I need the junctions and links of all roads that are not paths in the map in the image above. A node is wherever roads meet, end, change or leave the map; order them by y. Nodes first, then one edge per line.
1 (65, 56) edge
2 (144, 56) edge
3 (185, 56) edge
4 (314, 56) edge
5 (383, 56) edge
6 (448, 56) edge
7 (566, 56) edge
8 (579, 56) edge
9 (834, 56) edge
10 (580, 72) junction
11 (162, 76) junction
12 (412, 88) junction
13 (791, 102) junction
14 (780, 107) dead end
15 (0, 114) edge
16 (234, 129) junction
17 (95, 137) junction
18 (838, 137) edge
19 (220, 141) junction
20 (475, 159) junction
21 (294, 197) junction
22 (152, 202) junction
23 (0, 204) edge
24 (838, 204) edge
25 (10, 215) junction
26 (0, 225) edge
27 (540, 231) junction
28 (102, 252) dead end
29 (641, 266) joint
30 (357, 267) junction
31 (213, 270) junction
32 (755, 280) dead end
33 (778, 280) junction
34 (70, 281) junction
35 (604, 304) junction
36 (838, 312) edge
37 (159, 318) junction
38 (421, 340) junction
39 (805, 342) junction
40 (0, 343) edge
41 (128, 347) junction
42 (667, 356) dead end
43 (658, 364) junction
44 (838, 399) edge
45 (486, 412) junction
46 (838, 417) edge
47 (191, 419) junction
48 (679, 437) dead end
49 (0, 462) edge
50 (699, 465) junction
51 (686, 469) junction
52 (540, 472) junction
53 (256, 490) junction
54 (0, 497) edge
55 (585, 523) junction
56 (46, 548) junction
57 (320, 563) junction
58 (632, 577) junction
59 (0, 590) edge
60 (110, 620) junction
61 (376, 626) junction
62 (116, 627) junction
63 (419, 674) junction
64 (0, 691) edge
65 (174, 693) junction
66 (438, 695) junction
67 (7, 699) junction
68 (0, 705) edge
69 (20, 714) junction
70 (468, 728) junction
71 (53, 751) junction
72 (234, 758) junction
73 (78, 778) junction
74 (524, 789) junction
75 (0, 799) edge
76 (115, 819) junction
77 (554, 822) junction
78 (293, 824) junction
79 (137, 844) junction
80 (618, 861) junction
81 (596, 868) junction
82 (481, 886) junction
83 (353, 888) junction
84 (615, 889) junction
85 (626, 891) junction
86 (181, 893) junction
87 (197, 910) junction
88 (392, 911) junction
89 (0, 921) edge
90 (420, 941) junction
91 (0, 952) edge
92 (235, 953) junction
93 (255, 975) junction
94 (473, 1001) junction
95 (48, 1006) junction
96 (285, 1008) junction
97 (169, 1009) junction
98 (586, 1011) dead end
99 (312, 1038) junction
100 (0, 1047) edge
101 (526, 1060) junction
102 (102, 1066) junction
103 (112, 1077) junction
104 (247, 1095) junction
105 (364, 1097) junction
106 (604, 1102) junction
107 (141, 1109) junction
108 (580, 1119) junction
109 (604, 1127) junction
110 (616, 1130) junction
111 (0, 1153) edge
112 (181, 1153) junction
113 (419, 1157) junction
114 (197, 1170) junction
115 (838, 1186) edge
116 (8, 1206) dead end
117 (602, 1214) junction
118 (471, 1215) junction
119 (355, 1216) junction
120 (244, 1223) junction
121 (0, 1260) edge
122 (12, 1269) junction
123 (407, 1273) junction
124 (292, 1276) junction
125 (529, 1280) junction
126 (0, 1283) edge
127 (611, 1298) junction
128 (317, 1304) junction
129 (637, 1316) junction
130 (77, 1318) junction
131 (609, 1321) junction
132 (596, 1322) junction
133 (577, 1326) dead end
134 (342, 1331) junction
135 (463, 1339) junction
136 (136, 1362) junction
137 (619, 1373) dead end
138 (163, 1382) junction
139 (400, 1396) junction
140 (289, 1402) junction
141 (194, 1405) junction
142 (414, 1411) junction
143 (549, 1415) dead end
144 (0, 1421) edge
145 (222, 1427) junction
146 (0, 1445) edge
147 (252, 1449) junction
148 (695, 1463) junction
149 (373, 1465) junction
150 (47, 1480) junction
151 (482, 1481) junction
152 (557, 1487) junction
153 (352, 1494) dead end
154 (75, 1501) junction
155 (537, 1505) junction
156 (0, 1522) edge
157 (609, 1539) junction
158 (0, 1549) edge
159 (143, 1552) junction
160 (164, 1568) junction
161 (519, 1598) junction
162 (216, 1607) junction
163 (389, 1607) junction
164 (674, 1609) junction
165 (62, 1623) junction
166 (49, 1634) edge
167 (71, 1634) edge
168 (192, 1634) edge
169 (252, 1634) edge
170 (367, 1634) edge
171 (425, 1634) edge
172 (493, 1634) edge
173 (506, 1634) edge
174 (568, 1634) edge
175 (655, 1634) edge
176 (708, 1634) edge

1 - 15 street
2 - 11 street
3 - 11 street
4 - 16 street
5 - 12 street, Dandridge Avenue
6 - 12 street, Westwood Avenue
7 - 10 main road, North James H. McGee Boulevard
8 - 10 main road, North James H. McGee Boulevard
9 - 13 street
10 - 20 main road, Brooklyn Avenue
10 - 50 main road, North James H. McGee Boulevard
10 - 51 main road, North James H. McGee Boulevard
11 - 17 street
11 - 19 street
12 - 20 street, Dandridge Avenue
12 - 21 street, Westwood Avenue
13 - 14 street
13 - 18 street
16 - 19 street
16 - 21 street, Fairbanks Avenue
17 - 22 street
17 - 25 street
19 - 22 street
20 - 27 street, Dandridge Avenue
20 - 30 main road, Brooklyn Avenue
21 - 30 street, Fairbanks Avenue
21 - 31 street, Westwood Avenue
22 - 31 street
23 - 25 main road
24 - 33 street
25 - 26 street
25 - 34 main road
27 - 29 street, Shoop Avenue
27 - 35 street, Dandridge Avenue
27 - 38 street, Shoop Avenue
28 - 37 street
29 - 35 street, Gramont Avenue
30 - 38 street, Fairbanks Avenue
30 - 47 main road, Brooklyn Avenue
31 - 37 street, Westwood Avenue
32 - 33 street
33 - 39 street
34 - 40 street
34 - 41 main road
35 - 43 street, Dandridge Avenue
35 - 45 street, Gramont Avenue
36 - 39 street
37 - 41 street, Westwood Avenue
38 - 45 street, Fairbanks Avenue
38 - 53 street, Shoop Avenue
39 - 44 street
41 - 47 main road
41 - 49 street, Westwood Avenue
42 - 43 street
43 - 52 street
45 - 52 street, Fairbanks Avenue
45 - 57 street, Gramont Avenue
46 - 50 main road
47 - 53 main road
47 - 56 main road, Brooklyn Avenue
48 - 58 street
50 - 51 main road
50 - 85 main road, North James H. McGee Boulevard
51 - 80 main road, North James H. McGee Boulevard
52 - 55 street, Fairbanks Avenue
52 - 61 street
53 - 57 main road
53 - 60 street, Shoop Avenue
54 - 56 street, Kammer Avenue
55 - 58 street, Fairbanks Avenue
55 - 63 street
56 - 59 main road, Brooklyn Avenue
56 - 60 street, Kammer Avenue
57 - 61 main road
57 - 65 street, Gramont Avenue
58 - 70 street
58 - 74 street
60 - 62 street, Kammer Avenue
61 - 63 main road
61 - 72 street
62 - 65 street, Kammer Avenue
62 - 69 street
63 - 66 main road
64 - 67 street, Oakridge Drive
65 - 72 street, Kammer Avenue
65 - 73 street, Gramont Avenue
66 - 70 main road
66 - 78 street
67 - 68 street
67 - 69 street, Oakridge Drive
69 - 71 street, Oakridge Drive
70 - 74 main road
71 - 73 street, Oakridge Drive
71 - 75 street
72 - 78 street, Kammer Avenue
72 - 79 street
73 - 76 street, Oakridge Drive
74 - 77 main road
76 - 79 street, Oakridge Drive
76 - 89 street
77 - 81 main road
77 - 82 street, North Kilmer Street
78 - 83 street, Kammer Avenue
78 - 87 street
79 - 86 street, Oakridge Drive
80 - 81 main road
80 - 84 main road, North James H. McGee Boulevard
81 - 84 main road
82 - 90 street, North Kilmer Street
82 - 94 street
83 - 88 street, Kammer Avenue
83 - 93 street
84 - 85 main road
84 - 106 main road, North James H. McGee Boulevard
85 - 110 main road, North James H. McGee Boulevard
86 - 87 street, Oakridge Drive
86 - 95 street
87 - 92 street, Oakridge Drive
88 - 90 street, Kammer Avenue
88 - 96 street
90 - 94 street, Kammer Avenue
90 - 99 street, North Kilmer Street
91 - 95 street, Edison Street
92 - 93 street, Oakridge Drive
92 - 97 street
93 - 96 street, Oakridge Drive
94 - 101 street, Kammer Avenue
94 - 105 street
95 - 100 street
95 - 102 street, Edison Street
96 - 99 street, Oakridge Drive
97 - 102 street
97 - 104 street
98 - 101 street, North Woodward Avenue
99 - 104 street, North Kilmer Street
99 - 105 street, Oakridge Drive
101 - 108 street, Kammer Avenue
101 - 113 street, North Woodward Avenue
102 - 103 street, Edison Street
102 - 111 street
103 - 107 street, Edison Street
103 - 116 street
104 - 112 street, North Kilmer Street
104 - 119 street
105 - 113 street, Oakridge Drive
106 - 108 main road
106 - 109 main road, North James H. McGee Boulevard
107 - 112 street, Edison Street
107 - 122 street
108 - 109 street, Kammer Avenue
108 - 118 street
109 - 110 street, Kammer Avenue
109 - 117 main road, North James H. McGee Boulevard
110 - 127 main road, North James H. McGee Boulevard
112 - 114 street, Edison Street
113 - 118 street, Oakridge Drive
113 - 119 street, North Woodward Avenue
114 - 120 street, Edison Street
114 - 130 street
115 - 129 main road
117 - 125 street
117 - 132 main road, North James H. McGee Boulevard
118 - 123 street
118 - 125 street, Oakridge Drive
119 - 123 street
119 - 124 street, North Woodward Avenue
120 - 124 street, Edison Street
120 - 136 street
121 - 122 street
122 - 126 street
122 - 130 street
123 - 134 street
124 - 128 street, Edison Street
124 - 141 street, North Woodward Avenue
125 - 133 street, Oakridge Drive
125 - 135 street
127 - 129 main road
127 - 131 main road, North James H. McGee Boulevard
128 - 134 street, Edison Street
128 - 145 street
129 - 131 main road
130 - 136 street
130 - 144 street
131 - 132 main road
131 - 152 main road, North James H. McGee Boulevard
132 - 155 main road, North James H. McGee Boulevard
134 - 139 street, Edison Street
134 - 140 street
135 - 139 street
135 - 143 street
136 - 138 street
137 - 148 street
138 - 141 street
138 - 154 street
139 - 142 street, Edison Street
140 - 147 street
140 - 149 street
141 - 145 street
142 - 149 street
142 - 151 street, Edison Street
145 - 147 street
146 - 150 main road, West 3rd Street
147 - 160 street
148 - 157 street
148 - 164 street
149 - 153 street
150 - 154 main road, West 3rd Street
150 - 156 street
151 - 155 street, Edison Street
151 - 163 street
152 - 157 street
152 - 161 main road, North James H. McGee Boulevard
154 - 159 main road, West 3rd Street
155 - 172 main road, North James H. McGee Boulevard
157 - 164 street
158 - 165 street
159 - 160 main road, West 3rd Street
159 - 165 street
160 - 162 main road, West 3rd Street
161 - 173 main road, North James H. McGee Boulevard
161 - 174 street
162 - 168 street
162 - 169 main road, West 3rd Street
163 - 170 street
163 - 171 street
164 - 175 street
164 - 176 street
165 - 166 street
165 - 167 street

- - - - -

Show all lines of the material in which the word "Dandridge" can be found.

## RESPONSE BOX
5 - 12 street, Dandridge Avenue
12 - 20 street, Dandridge Avenue
20 - 27 street, Dandridge Avenue
27 - 35 street, Dandridge Avenue
35 - 43 street, Dandridge Avenue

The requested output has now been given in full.